Detokenizer

Developers
2010-08-12
2013-04-16
  • Joern Kottmann
    Joern Kottmann
    2010-08-12

    Hi everyone,

    the tutorials which describe how to train the tokenizer usually use already tokenized
    training data which must be de-tokenized to be applicable as training data.

    Jason wrote a small perl script for this task:
    https://sourceforge.net/apps/mediawiki/opennlp/index.php?title=Detokenizing_script

    I suggest that we add a java Detokenizer to the tokenize package. A Detokenizer
    can also be useful for other tasks like machine translation, where the text in the
    target language must be de-tokenized again.

    The Detokenizer assigns an operation to every token, the token should either be attached
    to the token before it, to the token which follows it, or just left as it is.

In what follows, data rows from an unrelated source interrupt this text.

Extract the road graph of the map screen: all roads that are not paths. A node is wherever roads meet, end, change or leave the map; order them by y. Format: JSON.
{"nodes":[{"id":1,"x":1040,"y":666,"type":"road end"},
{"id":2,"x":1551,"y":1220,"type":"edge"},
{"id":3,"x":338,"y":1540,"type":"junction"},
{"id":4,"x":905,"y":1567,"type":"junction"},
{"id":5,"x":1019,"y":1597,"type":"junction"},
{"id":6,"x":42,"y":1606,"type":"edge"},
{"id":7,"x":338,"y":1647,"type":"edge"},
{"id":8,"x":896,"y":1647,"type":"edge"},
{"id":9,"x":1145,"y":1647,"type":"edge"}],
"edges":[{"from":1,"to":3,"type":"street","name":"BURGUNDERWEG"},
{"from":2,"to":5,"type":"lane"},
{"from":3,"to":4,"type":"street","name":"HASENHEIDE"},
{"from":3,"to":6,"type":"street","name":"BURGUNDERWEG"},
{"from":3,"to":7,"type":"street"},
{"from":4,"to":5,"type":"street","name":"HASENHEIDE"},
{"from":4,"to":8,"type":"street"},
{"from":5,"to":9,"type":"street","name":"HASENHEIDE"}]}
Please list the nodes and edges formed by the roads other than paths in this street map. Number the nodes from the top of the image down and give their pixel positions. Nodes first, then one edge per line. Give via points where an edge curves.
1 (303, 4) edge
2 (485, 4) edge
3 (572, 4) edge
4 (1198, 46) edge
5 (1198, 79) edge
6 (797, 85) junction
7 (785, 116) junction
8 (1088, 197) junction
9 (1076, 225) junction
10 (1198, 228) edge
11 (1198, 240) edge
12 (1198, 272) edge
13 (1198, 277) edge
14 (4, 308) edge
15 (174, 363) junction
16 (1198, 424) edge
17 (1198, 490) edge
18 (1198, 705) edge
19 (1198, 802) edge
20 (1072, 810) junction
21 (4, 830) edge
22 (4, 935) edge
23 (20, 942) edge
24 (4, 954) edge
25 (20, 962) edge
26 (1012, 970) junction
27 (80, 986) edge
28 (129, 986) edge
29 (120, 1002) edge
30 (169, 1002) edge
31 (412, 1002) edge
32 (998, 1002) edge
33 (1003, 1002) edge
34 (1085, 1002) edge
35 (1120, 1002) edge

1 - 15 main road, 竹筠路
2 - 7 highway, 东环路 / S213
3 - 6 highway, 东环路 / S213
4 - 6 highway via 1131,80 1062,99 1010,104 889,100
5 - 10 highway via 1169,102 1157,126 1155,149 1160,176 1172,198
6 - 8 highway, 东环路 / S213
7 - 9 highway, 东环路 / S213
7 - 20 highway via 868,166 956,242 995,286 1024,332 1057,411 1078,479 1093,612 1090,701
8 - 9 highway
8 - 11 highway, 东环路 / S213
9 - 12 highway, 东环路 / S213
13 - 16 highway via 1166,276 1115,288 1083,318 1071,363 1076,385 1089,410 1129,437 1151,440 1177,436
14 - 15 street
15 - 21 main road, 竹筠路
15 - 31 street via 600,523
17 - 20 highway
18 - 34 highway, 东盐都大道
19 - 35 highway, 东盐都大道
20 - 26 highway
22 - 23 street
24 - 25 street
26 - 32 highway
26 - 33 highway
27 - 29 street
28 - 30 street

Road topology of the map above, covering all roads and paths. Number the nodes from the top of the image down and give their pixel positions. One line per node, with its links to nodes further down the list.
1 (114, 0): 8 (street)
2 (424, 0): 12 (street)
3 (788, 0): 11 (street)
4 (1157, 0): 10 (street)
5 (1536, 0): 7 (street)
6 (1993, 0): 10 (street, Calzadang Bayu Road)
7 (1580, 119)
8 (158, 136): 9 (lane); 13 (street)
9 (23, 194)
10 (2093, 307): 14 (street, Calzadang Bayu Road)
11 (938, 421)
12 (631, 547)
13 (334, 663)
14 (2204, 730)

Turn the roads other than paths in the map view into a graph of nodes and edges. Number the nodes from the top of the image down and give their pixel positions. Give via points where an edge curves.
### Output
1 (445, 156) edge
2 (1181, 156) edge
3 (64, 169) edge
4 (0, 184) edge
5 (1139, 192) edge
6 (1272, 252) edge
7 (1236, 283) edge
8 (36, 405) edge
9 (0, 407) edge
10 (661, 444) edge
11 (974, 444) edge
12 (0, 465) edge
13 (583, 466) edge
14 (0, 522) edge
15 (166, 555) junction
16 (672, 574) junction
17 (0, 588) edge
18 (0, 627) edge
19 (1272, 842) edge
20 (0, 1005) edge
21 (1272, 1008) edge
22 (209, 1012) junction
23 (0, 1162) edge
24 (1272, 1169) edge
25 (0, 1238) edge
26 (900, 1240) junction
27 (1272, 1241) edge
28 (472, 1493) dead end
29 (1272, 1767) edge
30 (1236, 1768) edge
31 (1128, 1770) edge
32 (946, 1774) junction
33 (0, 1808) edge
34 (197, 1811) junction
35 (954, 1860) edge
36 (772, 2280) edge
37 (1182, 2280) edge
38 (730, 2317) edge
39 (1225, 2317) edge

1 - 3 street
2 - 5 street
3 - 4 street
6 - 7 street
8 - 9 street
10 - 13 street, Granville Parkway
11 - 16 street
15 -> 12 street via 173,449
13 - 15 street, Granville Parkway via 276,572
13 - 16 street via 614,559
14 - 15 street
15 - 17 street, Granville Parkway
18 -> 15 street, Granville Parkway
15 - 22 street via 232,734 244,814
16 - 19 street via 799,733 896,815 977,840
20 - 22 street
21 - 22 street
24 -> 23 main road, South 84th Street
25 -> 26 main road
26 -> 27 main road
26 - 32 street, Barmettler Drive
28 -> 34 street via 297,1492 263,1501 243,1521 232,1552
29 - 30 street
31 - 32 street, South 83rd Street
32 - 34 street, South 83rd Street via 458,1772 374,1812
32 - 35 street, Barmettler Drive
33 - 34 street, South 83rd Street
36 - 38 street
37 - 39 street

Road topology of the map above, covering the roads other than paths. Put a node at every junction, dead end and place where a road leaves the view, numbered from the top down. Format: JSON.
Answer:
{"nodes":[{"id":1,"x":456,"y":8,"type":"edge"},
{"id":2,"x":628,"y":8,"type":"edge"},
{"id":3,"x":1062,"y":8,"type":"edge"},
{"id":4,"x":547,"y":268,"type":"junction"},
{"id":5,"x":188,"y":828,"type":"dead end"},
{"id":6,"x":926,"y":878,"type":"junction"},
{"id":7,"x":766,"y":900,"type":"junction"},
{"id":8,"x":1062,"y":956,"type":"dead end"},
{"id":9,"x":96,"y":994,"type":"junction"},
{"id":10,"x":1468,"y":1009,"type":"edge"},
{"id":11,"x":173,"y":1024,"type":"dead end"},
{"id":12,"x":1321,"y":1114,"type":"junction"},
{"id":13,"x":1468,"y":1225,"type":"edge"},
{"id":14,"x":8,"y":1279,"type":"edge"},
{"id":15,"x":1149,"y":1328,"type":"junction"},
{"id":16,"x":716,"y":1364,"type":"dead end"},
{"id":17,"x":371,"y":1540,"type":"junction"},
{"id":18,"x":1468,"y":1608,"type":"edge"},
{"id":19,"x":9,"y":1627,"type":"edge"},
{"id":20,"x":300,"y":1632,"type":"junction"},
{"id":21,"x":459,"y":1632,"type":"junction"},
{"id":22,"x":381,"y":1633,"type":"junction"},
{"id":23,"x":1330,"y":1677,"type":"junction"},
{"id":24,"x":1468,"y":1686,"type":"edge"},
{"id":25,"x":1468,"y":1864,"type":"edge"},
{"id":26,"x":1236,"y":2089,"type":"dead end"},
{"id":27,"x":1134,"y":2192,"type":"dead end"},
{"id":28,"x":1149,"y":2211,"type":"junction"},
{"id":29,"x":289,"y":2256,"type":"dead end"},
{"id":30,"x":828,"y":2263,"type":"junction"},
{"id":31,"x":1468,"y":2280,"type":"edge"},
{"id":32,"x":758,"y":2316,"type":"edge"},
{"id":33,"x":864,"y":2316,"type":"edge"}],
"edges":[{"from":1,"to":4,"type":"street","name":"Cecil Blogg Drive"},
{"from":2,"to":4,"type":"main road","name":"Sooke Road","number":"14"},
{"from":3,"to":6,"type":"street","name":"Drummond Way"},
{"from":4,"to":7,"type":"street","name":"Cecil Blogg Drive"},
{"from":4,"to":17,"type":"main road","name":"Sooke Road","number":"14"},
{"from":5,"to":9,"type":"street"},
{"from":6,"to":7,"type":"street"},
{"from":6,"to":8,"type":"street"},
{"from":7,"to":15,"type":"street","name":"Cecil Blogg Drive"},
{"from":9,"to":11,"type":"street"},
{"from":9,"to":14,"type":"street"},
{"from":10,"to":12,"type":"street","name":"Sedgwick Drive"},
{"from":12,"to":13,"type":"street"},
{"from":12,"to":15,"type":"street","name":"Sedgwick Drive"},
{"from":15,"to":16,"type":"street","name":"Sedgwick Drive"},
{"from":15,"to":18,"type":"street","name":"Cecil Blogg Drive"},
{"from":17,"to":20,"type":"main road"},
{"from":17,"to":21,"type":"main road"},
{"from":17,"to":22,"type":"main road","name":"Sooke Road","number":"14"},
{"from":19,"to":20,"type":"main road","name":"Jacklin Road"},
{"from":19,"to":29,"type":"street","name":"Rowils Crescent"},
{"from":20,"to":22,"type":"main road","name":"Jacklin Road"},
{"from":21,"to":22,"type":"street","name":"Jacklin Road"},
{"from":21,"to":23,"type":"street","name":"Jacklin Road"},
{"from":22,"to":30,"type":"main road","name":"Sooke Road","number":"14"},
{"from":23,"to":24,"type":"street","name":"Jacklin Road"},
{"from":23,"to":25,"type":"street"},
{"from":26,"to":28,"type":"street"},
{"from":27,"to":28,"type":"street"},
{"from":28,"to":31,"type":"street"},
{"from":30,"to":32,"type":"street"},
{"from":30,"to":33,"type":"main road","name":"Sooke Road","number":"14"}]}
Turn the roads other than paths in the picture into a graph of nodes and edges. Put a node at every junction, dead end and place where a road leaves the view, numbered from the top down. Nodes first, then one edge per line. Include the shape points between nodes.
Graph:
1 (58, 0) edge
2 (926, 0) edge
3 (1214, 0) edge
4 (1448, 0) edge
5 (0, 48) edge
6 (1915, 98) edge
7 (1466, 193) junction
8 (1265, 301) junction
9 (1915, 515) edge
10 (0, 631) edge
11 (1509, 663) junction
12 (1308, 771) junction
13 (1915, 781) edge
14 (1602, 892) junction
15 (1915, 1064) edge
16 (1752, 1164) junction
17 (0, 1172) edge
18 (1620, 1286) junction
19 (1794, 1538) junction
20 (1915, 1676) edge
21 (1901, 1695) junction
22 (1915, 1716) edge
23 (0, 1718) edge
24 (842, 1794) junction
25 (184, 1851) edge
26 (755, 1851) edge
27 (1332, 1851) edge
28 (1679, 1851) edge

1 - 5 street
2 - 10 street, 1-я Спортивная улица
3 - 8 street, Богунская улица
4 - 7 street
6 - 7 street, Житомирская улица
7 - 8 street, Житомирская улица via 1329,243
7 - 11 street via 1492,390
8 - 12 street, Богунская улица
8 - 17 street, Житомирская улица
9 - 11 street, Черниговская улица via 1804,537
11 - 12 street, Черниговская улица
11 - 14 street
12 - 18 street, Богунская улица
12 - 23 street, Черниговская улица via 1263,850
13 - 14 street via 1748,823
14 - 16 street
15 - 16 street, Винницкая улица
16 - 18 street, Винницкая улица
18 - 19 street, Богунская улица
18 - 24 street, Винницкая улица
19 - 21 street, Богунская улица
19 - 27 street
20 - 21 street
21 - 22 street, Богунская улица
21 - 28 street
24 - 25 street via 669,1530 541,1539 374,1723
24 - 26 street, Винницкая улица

    This could be described by this interface:

    public interface Detokenizer {
      
      /**
       * This enum contains an operation for every token to merge the
       * tokens together to their detokenized form.
       */
      public static enum DetokenizationOperation {
        /**
         * The current token should be attached to the begin token on the right side.
         */
        MERGE_TO_RIGHT,
        
        /**
         * The current token should be attached to the string on the left side.
         */
        MERGE_TO_LEFT,
        
        /**
         * Do not perform a merge operation for this token, but is possible that another
         * token can be attached to the left or right side of this one.
         */
        NO_OPERATION
      }
      
      /**
       * Detokenize the input tokens.
       * 
       * @param tokens the tokens to detokenize.
       * @return the merge operations to detokenize the input tokens.
       */
      DetokenizationOperation[] detokenize(String tokens[]);
    }
    

    A rule based implementation just looks up the tokens in a dictionary which maps it to either MERGE_TO_RIGHT,
    MERGE_TO_LEFT or RIGHT_LEFT_MATCHING. If the token is not in the dictionary no operation will be performed
    and the token is not merge into one of the surrounding tokens.

    RIGHT_LEFT_MATCHING, could be used for tokens like " which must moved to the right on the first occurrence
    and moved to the left on the second occurrence.

    Here is a small sample:

    Dictionary:
    . MERGE_TO_LEFT
    " RIGHT_LEFT_MATCHING

    This tokenized sentence should be de-tokenized:

    He said " This is a test " .

    The tokens would get these tags based on the dictionary:

    He -> NO_OPERATION
    said -> NO_OPERATION
    " -> MERGE_TO_RIGHT
    This -> NO_OPERATION
    is -> NO_OPERATION
    a -> NO_OPERATION
    test -> NO_OPERATION
    " -> MERGE_TO_LEFT
    . -> MERGE_TO_LEFT

    Any opinions ?

    Jörn

     
  • No opinion other than it looks good.

    +1